INPUT
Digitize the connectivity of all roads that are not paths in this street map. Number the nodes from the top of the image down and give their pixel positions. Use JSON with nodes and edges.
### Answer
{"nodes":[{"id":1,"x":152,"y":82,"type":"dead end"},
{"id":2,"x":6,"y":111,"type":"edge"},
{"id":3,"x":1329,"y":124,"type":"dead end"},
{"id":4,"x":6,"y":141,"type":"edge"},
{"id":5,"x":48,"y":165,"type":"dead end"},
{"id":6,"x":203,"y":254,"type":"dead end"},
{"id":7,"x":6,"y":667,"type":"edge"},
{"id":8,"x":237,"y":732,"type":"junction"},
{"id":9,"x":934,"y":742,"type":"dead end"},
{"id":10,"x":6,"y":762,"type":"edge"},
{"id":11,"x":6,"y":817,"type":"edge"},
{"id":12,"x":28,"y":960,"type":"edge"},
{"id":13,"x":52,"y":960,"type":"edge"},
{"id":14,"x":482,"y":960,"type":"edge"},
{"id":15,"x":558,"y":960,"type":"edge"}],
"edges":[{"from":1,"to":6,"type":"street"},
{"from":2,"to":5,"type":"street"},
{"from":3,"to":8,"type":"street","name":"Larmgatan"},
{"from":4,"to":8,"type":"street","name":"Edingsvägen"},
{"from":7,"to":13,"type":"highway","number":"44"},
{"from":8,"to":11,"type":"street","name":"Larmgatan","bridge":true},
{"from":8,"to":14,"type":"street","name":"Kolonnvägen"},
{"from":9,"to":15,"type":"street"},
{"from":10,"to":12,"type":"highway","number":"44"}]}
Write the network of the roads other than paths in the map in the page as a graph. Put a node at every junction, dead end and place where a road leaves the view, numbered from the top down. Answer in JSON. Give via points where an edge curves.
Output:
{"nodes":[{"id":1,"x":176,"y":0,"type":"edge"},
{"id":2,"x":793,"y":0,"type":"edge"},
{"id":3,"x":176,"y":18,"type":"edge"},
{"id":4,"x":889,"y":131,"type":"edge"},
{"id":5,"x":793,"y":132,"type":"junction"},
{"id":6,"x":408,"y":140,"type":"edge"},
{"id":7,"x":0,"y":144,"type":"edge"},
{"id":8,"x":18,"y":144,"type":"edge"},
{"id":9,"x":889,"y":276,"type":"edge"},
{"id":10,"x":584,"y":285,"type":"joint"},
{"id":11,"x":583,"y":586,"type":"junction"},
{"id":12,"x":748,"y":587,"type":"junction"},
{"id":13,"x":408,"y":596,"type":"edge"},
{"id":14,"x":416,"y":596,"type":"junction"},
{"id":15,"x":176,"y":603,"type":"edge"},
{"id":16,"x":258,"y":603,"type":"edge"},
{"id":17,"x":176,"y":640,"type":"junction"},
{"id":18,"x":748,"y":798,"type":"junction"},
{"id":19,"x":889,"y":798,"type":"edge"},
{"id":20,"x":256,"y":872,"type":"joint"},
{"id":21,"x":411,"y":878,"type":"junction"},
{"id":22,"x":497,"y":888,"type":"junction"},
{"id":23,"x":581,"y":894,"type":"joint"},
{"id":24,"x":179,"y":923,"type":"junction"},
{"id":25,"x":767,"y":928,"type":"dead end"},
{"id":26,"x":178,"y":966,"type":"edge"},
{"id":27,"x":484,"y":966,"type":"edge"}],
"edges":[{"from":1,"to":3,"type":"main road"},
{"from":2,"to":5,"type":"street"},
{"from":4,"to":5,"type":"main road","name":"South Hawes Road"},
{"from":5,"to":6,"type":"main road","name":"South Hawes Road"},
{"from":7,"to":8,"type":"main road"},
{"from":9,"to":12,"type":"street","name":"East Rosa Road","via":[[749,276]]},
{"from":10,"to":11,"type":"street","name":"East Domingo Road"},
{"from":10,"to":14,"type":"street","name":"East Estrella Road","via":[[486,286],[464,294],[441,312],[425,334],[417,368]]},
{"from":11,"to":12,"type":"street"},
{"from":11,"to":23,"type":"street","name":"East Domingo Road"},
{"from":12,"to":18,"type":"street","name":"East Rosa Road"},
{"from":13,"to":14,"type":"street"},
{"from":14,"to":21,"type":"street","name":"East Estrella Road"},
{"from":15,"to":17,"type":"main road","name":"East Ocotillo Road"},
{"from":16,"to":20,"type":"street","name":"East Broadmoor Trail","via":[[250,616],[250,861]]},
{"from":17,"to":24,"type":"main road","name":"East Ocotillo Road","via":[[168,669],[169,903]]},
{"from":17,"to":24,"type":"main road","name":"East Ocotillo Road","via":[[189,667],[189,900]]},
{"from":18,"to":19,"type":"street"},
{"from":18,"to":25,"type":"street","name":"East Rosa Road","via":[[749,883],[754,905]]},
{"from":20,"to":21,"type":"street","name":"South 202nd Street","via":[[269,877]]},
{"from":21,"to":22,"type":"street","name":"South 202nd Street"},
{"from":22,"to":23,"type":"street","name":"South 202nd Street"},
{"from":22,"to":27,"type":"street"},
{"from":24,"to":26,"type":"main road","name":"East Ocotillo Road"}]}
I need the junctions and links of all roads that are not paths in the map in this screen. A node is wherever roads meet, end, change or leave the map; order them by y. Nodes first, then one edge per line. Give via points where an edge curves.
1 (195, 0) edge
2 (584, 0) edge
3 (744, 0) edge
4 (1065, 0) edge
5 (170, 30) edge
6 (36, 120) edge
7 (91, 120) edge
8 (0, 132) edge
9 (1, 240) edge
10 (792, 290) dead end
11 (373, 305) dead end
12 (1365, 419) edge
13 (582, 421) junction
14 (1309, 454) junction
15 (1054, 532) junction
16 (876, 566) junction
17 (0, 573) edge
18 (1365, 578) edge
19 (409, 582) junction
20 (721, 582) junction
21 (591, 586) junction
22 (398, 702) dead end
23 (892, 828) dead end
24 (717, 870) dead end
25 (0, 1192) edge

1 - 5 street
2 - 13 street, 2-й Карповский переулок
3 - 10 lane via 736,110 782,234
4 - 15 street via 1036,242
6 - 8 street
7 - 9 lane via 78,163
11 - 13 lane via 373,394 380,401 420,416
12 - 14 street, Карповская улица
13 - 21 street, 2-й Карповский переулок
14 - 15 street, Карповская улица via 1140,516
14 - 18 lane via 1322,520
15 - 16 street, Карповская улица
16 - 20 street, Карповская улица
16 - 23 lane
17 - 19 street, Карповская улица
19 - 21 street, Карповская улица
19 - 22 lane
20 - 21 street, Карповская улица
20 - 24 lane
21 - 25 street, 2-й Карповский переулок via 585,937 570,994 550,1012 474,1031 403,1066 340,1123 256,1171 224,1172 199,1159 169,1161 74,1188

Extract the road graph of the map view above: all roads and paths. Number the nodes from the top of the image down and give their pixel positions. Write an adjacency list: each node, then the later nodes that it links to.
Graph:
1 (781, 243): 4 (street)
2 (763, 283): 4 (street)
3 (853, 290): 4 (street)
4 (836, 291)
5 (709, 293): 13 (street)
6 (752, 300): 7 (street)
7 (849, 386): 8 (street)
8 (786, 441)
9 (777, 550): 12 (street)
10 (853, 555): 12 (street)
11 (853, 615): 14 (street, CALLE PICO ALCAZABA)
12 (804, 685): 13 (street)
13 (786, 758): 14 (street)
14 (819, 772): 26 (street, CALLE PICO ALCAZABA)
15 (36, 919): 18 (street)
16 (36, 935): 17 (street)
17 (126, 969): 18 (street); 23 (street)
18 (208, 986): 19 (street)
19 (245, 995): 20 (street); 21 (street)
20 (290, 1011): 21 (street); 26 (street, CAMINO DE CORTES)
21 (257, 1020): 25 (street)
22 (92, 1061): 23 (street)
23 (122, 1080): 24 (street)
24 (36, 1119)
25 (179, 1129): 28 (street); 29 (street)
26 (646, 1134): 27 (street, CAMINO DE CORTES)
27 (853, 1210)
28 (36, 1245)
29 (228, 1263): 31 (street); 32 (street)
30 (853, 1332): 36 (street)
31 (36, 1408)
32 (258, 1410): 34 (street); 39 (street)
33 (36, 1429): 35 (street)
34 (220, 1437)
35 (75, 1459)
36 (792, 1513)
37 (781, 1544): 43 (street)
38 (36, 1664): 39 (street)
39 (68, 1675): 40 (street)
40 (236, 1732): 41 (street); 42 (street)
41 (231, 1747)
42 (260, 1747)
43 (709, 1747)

WORK REQUIRED
Copy, from the material, each line that holds the string "edges".

ANSWER SPACE
Digitize the connectivity of all roads that are not paths in this street map. Number the nodes from the top of the image down and give their pixel positions. Use JSON with nodes and edges.
"edges":[{"from":1,"to":6,"type":"street"},
"edges":[{"from":1,"to":3,"type":"main road"},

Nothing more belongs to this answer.